(Exercise instructions): Which lines of the data contain the string "Hubbard"? Show each of them.

(Dataset):
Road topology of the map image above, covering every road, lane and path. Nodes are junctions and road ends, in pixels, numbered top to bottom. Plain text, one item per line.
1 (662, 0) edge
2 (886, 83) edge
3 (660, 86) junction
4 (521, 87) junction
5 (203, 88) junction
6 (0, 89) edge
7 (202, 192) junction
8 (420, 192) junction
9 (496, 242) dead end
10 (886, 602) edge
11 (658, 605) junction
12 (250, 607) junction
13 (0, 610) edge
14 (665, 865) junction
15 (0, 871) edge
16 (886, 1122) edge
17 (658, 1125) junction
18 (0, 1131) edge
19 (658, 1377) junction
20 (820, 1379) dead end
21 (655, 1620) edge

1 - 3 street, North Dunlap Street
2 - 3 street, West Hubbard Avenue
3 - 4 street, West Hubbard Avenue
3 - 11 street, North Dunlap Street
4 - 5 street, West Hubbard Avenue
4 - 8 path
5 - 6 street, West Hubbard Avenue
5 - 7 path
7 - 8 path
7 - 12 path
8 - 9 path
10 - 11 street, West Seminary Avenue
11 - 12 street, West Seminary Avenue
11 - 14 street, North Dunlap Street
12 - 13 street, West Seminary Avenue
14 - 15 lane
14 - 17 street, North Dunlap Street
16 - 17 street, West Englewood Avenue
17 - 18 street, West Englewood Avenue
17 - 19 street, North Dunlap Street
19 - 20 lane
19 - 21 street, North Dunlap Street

(Problem solution):
2 - 3 street, West Hubbard Avenue
3 - 4 street, West Hubbard Avenue
4 - 5 street, West Hubbard Avenue
5 - 6 street, West Hubbard Avenue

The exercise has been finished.